Before the eighteenth century, prose fiction was a relatively rare phenomenon and aroused controversy about narrative fabrication, a largely religious concern quite foreign to readers today. Nonetheless, seventeenth- and early eighteenth-century readers of, for example, travel narratives were apt to criticize authors for making up tales rather than recording actual experiences. Consequently, authors of the same period typically presented their writings as manuscripts they had found and edited for public consumption. In this way, realism in the novel was synonymous with veracity: it denied altogether its fictionality and, in prefaces and other narrative devices, asserted its reality to the reader.
By the end of the eighteenth century, the reading public happily consumed "novels"—those prose fictions understood to be an author's original fabrication with wholly fictive characters and events. Since realism in these works could not suggest anything about their veracity, it encompassed instead the dominant meanings the term has today, described by literary critic Ian Watt in 1962 as "particularity of description" and "the primacy of individual experience." The former pinpoints the meaning of realism most obvious to readers today: a "photographic" attention to detail, apparently comprehensive and relatively commonplace, also called verisimilitude. But realism in the novel, according to scholars, also includes significant choices in subject matter. As distinct from earlier literary genres and from the novel's own roots in French romance—which traded in the fantastical and the noble—the eighteenth-century novel strove for some appearance of probability and even the mundane in character, setting, and event. Even highly unusual events, such as Robinson Crusoe's shipwreck, authors sought to provide with a logical cause-and-effect and a solidity of detail in order to achieve the reader's willing suspension of disbelief. This shift also entailed a significant change in character focus: the epic heroes and nobility that populated so many centuries of poetry gave way, more often than not, to middle-class protagonists. (In fact, many literary critics have associated the rise of the novel with the rise of the middle classes in Western Europe—a rise caught up in major changes in economics and politics.) Not only did the new novel form depict a different type of character, but it also used a new manner of representation: as Ian Watt and others have contended, the novel focused on the portrayal of the experience of the individual. Even though neoclassical literature might have spotlighted the exploits of a single hero, it would not have been rooted in that character's psychology, but in the novel the exploration of individual consciousness and perception became the primary concern of representation.
Although the English novel began in the late seventeenth-century as an offshoot of continental romance, its later rejection of the fabulous imaginings and idealism of the romance and classical narrative has prompted most critics since then to define its realism as the antithesis of romance. This shift found its most legendary expression in Spanish literature, with the "anti-romantic" Don Quixote, written by Miguel Cervantes in the early seventeenth-century.
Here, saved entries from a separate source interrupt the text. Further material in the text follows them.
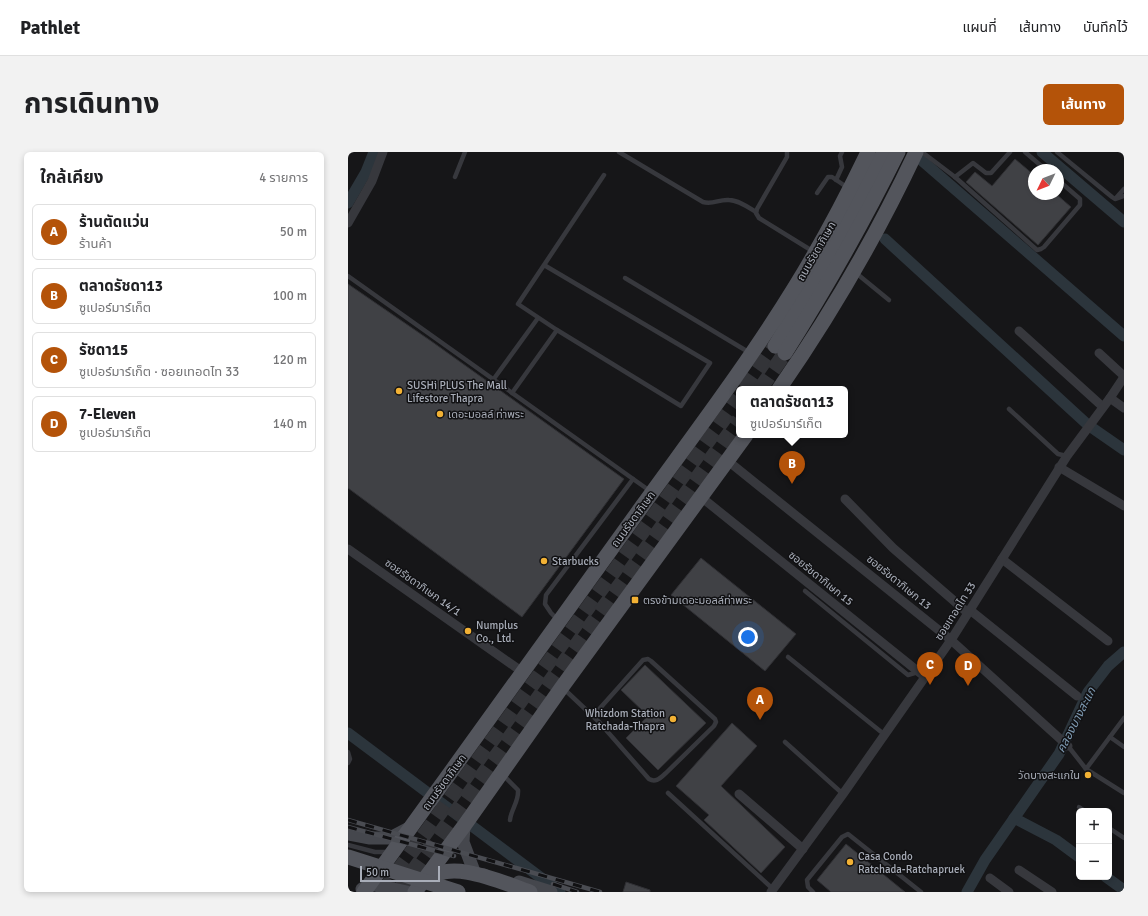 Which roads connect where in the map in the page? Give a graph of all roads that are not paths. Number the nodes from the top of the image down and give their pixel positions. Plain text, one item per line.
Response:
1 (383, 152) edge
2 (465, 152) edge
3 (619, 152) edge
4 (788, 152) edge
5 (842, 152) edge
6 (868, 152) edge
7 (884, 152) edge
8 (898, 152) edge
9 (916, 152) edge
10 (922, 152) edge
11 (1010, 152) edge
12 (1025, 152) edge
13 (1057, 152) edge
14 (1039, 164) edge
15 (604, 175) dead end
16 (455, 177) dead end
17 (955, 177) junction
18 (836, 180) junction
19 (1064, 185) edge
20 (850, 189) junction
21 (1124, 189) edge
22 (817, 193) dead end
23 (1124, 196) edge
24 (1116, 198) junction
25 (756, 212) junction
26 (348, 224) edge
27 (815, 253) junction
28 (544, 265) junction
29 (854, 272) junction
30 (348, 276) edge
31 (625, 278) dead end
32 (889, 300) dead end
33 (538, 318) junction
34 (556, 330) junction
35 (1019, 331) dead end
36 (1099, 353) dead end
37 (751, 354) junction
38 (1124, 376) edge
39 (493, 380) junction
40 (781, 386) edge
41 (512, 393) junction
42 (1110, 398) junction
43 (1103, 407) junction
44 (1124, 408) edge
45 (1009, 409) dead end
46 (744, 438) edge
47 (1067, 456) junction
48 (728, 461) junction
49 (1060, 467) junction
50 (633, 479) junction
51 (652, 493) junction
52 (701, 497) junction
53 (845, 499) dead end
54 (1124, 506) edge
55 (348, 549) edge
56 (1002, 559) junction
57 (805, 591) dead end
58 (969, 612) junction
59 (560, 621) junction
60 (951, 640) junction
61 (1108, 641) dead end
62 (788, 657) dead end
63 (524, 673) junction
64 (922, 675) junction
65 (562, 687) junction
66 (1077, 696) dead end
67 (593, 716) junction
68 (1124, 718) edge
69 (884, 735) junction
70 (1110, 737) junction
71 (786, 742) dead end
72 (1068, 746) joint
73 (1124, 747) edge
74 (348, 752) edge
75 (348, 763) edge
76 (1086, 769) junction
77 (501, 773) junction
78 (668, 793) dead end
79 (1124, 793) edge
80 (739, 794) dead end
81 (843, 794) junction
82 (510, 820) dead end
83 (464, 826) junction
84 (411, 827) junction
85 (1112, 830) edge
86 (348, 834) edge
87 (1124, 838) edge
88 (348, 845) edge
89 (803, 849) junction
90 (375, 852) junction
91 (393, 852) junction
92 (350, 856) edge
93 (1019, 870) dead end
94 (476, 874) junction
95 (990, 878) dead end
96 (367, 888) edge
97 (772, 890) edge
98 (357, 892) edge
99 (407, 892) edge
100 (415, 892) edge
101 (458, 892) edge
102 (530, 892) edge
103 (551, 892) edge
104 (813, 892) edge
105 (921, 892) edge
106 (1010, 892) edge
107 (1052, 892) edge

1 - 26 street
2 - 16 lane
3 - 25 lane
4 - 25 lane
5 - 18 lane
6 - 20 main road, ถนนรัชดาภิเษก
7 - 8 main road
9 - 29 main road
10 - 17 lane
11 - 17 lane
12 - 14 lane
13 - 24 lane
15 - 28 lane
17 - 19 lane
18 - 20 lane
18 - 22 lane
20 - 27 main road, ถนนรัชดาภิเษก
21 - 24 lane
23 - 24 lane
25 - 27 lane
27 - 37 main road, ถนนรัชดาภิเษก
28 - 33 lane
28 - 34 lane
29 - 32 lane
29 - 40 main road
30 - 39 lane
31 - 37 lane
33 - 34 lane
33 - 39 lane
34 - 41 lane
35 - 43 street
36 - 38 street
37 - 51 main road, ถนนรัชดาภิเษก
38 - 42 street, ซอยเทอดไท 33
39 - 41 lane
41 - 50 lane
42 - 43 street, ซอยเทอดไท 33
42 - 44 street
43 - 47 street, ซอยเทอดไท 33
45 - 47 lane
46 - 48 main road
47 - 49 street, ซอยเทอดไท 33
48 - 52 main road
48 - 60 street, ซอยรัชดาภิเษก 13
49 - 54 street
49 - 56 street, ซอยเทอดไท 33
50 - 51 lane
50 - 59 lane
51 - 59 main road, ถนนรัชดาภิเษก
52 - 64 street, ซอยรัชดาภิเษก 15
52 - 65 main road
53 - 58 street
55 - 63 street, ซอยรัชดาภิเษก 14/1
56 - 58 street, ซอยเทอดไท 33
56 - 61 street
57 - 64 lane
58 - 60 street, ซอยเทอดไท 33
58 - 66 street
59 - 63 main road, ถนนรัชดาภิเษก
60 - 64 street, ซอยเทอดไท 33
60 - 72 street, ซอยรัชดาภิเษก 13
62 - 69 lane
63 - 84 main road, ถนนรัชดาภิเษก
64 - 69 street, ซอยเทอดไท 33
65 - 67 lane
65 - 77 main road
67 - 67 lane
68 - 70 lane
69 - 81 street, ซอยเทอดไท 33
70 - 73 lane
70 - 76 lane
71 - 81 lane
72 - 76 lane
74 - 75 lane
76 - 79 lane
77 - 82 lane
77 - 83 main road
78 - 97 lane
80 - 89 street
81 - 89 street, ซอยเทอดไท 33
83 - 94 main road
83 - 100 main road
84 - 86 main road
84 - 91 main road, ถนนรัชดาภิเษก
85 - 87 lane
88 - 90 lane
89 - 97 street, ซอยเทอดไท 33
90 - 91 lane
90 - 92 lane
91 - 96 main road, ถนนรัชดาภิเษก
92 - 96 main road
92 - 101 main road, bridge
93 - 107 street
94 - 100 main road
94 - 102 main road
94 - 103 main road
95 - 106 street
96 - 98 main road
96 - 99 main road
104 - 105 lane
In this work, the protagonist, a minor nobleman with depleted funds, determines to live his life as a questing knight and according to the ethic of chivalric romance—of which he has read too much. But Quixote's world is a "realist" one, in which the circumstances do not conform to the rules of romance, and his struggles demonstrate again and again the often pathetic conflict between his favorite genre and the "real" world. The realism he encounters puts away the ideal of human perfectability for an unflinching portrayal of human weaknesses. Taken to the extreme, as it was by many French writers in the nineteenth-century, realism came to mean not just the depiction of the commonplace, but even of the base and low. Writers like Émile Zola, called "naturalists" as well as realists, described human imperfection with a single-mindedness that emphasized degradation and misery.
One effect of broadness of the term "realism" is that most fiction can be understood to be "realist" in some sense. For example, a storyline quite like a traditional romance—dealing with improbable and idealized people and events—could be deemed "realist" because the descriptive style is realist. However, this broad range of characteristics of realism in literature have fueled its rise to literary prominence in and throughout the nineteenth-century and on into the twentieth, and have become almost synonymous with the novel itself.
Fanny Burney, Evelina (1778)
Miguel Cervantes, Don Quixote (1605; 1615)
Daniel Defoe, Adventures of Robinson Crusoe (1719)
Henry Fielding, Joseph Andrews (1742)
Henry Fielding, Tom Jones (1749)
Samuel Richardson, Pamela (1740)
Laurence Sterne, Tristram Shandy (1760-1767)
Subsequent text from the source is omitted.